February 13, 2013

Put the brakes on! SP_NOCHECKIN

Surround SCM
StopFrom time to time we all find it necessary to write code we have no intention of checking in. Maybe you hacked in a feature where it didn't belong so you could test it early or added some debug code that has no business going into the product. Wouldn't it be nice if our tools enforced removing these changes before checking in to the production code base? Turns out Surround SCM can do just that. Surround’s executable trigger feature provides a way to plug-in custom functionality. Crucially, Surround is also happy to put the brakes on a check in. This small Python script looks at the file we’re checking in to see if it contains a token we use to mark code that should never escape our development environment. In this case, that token is “SP_NOCHECKIN”. We agree on a practice: for code we don’t intend to check in, we drop this token in a comment right next to it at the time we write it.
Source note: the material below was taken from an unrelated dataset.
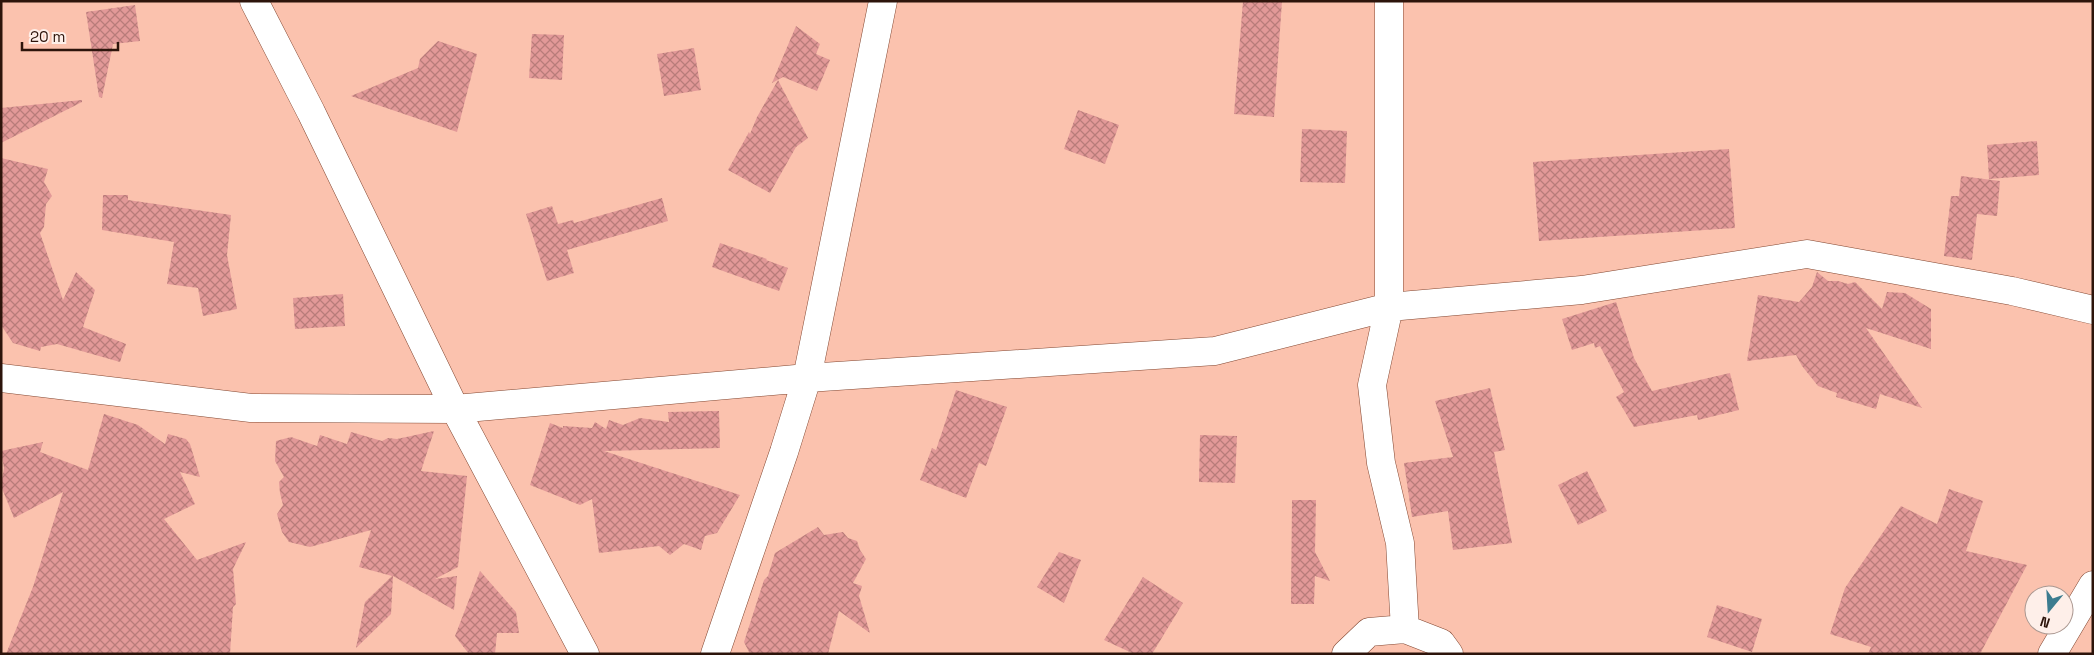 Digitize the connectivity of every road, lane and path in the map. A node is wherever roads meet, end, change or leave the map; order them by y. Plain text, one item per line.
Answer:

If we forget to remove the token and related code before check in, we’re protected.
import os
import re
# The token to look for
rejectToken = 'SP_NOCHECKIN'
# Constants for readability
exitval_Reject = 1
exitval_Accept = 0
# Default exit value
exitValue = exitval_Accept
# Beginning of default reject message
exitMessage = 'This file is rejected because '
try:
	tempFileName = os.environ['SSCM_LOCALFILE']
	try:
		# Open file and look for rejectToken
		file = open(tempFileName, 'r')
		for line in file:
			if re.search(rejectToken, line):
				exitValue = exitval_Reject
				exitMessage += 'the file text contains '
				exitMessage += rejectToken
				break
		file.close()
	except:
		exitMessage += 'the temporary file could not be opened'
		exitMessage += ' to scan for ' + rejectToken
		exitValue = exitval_Reject
except:
	# our environment var isn't defined.  Could be doing something 
	# like a roll back.  Accept by default.
	exitValue = exitval_Accept
if exitValue != exitval_Accept:
	print exitMessage
exit(exitValue)
The Surround SCM server calls the script when the trigger executes, and communicates with it through environment variables. The script can communicate back to Surround through a return value and console output. A zero return value indicates Surround should accept the check in, while a non-zero indicates it should prevent the check in. On prevent, any text printed to the console is displayed as a message to the user. We could just as easily be looking over the new file contents for coding standards violations or running and interpreting the results of a static source analysis tool. Now that we have our script, we create a pre-event trigger that fires anytime a user checks in a file. Starting at Tools->Administration->Triggers->Add… Since we’re making assumptions about the content of the files we’re scanning— that it is text and not binary—we only want to run our trigger on certain file types. We use a filename precondition to exclude other types of files. Regular expressions allow us to apply a single trigger to an arbitrary number of file extensions. Another precondition we want is to make sure only commits by certain users are checked. You might have automated tools or other services where code commits should never be rejected. After preconditions, the next pane determines when the trigger activates. Since we want an opportunity to intervene before file changes are committed we want this trigger to occur just before the file version is updated. And finally, the trigger should run the Python script. And the result—bad code polluting the code base—has been averted.